A private data set composed of Algerian, Moroccan and Tunisian identity documents (ID cards and passports) is used for experimenting the proposed model. It is collected from a real production flow and used internally for research purposes. Some statistics on this data set are available in the table 2.

Table 2. Private data set description.

For each document we extract field images. Each field contain one line of text (First Name, Last Name, ID Number, etc.). The Fig. 5 shows two examples of text fields extracted from a Moroccan identity card.

Fig. 5.
figure 5

Examples of field images extracted from documents.

The extracted field images are then transformed to gray scale. To solve the problem of variable size on the network input, the images are padded to have size (1800\(\,\times \,\)100) and then resized to (864\(\,\times \,\)48). This resizing make the network lighter and faster during the inference, which is very important in an industrial context.

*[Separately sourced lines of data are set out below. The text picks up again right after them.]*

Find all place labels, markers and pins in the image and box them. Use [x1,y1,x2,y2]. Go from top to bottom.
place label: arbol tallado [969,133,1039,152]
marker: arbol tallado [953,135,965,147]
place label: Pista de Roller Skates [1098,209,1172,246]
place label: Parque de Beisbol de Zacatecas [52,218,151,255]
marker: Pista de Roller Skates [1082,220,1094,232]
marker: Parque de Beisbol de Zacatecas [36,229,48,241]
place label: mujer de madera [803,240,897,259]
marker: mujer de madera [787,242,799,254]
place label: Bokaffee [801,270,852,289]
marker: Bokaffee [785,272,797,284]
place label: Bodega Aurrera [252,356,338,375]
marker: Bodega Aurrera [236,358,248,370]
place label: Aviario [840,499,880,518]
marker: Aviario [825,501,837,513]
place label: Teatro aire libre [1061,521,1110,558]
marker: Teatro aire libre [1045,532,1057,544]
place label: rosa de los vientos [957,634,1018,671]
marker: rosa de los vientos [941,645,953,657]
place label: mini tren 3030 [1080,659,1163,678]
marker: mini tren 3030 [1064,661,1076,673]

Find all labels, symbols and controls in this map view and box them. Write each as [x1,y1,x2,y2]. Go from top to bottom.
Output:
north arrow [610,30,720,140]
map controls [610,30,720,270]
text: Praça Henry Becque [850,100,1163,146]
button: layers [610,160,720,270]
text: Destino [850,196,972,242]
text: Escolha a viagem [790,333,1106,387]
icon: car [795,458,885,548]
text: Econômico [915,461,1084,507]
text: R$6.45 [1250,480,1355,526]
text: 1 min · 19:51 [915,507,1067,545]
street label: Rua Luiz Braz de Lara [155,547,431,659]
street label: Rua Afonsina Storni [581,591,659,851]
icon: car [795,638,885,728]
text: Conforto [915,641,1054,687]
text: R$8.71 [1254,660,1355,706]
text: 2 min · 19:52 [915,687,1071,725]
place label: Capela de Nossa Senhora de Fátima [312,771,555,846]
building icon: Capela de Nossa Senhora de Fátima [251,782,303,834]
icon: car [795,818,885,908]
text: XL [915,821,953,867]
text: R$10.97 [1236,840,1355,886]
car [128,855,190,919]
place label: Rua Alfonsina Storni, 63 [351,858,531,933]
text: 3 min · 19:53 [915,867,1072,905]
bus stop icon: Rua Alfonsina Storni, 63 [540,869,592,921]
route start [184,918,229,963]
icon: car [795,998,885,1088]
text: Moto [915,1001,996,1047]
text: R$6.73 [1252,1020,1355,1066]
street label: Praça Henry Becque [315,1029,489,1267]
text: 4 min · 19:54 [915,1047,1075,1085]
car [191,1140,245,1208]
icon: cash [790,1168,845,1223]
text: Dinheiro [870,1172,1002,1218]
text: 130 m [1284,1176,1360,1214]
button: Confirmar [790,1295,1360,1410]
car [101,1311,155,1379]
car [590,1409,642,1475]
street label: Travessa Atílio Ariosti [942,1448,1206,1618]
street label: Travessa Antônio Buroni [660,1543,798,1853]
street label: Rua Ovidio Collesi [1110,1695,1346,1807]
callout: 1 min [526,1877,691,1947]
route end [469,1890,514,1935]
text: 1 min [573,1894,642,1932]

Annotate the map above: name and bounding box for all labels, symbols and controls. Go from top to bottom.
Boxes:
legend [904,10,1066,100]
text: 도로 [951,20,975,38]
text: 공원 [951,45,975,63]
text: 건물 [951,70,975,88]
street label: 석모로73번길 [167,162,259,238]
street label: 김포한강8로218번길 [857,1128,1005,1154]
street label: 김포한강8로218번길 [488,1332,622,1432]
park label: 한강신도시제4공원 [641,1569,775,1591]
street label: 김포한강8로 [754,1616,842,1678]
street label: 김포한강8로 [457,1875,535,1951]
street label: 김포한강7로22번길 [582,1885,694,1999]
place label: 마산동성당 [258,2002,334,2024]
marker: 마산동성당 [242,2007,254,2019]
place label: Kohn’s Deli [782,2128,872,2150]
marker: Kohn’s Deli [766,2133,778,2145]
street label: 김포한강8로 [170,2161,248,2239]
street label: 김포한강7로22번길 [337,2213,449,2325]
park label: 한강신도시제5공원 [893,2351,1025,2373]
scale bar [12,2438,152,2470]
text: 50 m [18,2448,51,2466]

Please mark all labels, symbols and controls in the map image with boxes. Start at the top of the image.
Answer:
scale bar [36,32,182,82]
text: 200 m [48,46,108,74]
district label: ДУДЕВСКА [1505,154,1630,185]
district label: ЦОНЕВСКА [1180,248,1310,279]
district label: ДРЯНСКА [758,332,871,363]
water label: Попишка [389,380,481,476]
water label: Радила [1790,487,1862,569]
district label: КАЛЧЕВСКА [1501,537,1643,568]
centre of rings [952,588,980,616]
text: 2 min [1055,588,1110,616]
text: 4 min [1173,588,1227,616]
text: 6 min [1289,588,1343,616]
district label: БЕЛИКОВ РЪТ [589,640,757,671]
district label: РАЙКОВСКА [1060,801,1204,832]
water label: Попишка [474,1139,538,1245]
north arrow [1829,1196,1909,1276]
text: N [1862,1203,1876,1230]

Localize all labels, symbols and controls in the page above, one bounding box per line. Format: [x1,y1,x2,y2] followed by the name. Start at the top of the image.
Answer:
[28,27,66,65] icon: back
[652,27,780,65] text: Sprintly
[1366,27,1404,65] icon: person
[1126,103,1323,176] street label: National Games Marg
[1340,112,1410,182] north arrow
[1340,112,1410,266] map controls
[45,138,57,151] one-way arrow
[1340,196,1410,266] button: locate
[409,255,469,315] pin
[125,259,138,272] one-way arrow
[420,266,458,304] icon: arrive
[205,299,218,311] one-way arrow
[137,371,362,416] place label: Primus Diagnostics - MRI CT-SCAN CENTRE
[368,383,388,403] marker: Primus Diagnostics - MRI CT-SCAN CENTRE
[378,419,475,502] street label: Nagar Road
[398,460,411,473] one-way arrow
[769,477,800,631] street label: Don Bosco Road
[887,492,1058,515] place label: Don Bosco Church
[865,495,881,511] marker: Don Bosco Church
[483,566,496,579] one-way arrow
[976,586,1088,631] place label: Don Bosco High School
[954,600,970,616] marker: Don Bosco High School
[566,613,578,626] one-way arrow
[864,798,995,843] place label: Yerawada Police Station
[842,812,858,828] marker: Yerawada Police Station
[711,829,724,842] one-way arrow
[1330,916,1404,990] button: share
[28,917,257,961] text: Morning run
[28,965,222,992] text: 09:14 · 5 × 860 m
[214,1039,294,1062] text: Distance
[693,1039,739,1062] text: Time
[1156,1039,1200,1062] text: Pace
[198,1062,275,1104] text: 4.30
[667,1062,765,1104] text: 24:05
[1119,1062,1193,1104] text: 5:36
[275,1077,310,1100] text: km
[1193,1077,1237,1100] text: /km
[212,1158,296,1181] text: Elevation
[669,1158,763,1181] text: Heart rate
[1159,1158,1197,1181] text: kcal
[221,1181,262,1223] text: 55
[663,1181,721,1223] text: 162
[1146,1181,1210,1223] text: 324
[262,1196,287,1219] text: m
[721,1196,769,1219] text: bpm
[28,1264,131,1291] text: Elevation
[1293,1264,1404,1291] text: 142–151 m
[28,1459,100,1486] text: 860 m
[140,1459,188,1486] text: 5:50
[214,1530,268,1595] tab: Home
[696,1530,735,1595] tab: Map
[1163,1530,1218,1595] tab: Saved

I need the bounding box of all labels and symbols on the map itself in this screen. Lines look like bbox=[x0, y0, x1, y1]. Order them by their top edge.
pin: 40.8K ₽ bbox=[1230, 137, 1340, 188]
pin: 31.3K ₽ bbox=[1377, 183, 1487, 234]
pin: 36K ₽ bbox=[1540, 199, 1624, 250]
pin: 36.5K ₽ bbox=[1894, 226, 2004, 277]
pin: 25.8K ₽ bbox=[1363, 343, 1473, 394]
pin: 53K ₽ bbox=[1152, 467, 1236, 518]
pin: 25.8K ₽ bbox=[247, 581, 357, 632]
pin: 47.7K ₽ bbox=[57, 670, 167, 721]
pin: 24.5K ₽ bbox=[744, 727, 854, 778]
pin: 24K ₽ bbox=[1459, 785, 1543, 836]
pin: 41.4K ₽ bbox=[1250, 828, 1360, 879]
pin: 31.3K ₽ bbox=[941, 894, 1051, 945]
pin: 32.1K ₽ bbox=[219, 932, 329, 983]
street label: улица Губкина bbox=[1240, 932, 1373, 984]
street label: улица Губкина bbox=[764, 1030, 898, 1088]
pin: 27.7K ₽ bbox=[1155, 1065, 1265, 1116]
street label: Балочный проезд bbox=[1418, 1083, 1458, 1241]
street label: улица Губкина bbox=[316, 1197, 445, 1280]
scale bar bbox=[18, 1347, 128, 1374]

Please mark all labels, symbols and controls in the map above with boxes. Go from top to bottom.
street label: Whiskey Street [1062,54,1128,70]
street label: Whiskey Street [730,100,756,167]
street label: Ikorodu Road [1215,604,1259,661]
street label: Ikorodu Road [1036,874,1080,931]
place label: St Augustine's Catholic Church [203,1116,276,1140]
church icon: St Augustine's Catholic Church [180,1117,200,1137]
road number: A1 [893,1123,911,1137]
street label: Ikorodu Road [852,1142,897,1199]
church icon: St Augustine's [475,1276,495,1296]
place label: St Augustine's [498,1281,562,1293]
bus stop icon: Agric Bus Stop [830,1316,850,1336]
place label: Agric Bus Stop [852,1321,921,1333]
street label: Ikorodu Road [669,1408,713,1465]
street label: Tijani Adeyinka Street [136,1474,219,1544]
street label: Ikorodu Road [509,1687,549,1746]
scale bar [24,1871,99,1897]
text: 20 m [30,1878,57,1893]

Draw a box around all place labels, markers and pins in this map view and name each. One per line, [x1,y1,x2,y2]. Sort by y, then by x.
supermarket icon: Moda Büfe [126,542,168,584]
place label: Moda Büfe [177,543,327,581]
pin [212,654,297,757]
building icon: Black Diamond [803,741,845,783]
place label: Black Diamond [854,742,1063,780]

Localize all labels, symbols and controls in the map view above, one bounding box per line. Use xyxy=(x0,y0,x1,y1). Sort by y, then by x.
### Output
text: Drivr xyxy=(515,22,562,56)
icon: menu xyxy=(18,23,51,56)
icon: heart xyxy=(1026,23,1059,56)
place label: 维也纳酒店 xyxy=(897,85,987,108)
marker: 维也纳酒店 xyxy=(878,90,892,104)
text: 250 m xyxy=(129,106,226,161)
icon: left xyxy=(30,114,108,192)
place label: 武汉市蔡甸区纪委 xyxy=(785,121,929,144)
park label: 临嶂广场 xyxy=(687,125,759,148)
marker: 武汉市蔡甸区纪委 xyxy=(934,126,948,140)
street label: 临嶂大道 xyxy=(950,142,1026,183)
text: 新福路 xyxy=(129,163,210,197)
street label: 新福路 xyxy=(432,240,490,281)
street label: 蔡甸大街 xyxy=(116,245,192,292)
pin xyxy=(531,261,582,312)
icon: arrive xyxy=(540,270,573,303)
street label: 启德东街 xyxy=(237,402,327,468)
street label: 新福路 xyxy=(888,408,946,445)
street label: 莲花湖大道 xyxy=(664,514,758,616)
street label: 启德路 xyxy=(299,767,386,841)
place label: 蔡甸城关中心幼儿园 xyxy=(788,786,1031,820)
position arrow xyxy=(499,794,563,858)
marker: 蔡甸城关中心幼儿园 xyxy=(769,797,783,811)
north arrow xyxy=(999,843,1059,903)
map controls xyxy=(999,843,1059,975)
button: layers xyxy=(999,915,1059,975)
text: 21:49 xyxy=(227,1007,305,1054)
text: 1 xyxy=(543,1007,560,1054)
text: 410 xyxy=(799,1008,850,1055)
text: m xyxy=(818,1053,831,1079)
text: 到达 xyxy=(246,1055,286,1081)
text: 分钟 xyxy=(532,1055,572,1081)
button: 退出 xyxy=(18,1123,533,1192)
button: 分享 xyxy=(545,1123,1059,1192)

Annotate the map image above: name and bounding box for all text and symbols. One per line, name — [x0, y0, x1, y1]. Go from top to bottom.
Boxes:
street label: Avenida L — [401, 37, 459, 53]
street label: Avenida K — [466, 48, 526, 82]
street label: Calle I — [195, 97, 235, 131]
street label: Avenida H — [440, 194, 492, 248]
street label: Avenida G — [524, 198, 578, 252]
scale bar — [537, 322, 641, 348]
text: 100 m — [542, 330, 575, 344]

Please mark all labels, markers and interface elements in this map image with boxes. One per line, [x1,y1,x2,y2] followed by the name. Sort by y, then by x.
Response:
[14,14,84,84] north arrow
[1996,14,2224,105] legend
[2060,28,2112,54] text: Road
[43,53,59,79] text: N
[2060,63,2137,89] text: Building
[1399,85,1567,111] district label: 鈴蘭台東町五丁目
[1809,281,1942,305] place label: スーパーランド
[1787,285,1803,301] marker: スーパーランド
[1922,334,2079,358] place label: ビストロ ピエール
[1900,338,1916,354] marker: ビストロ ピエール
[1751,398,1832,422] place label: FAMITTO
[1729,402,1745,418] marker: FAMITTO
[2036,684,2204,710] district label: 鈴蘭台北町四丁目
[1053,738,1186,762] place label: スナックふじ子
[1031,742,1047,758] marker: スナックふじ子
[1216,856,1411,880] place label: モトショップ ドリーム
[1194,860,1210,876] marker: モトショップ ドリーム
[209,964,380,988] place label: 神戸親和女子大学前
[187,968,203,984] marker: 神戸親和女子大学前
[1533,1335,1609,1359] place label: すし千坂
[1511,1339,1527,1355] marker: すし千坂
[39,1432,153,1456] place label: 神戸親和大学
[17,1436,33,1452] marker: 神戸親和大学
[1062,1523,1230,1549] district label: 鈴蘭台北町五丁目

The data set is split into train, validation and test sets containing respectively \(80\%\),\(10\%\) and \(10\%\) of the total number of samples.

5.2 Evaluation Metrics

  • Character Error Rate (CER). This metric is based on Levenshtein distance that measures the similarity between two strings. This distance corresponds to the number of deletions, insertions, or substitutions at character-level required to transform the ground truth text (aka reference text) into the OCR output. For each field, the CER is computed using this formula:

    $$CER = \frac{D+I+S}{N}$$

    where D, I, S correspond to the number of deletions, insertions and substitutions respectively and N corresponds to the total number of the characters in the reference text.

  • Accuracy. This metric is defined as the number of the text fields that are correctly read by the OCR divided by the total number of text fields.

    $$CER = \frac{\text {nb correctly read fields}}{\text {nb all fields}}$$
Fig. 6.
figure 6

The effect of the data set size on the accuracy of the model.

5.3 Model Training

Data Augmentation. As image labeling is a tedious task, we start training the model using a relatively small data set, then we increased progressively the number of annotated document. The behaviour of the model accuracy in function of the training data size is studied, in order to estimate the optimal data set size (Fig. 6). In addition to the use of manually annotated real data, artificially generated data is used. The artificial images were created using a randomly cropped background from real documents on which a text was written with a random blur and distortion to simulate more realistic data. It is worth noting that the model generalizes less well when it is trained mostly on generated data than when it is trained using real data. Therefore, we favor using real data, and we serve of artificial data mainly to cope with the unbalanced data problem by adding more samples of the less represented characters in the initial real data set.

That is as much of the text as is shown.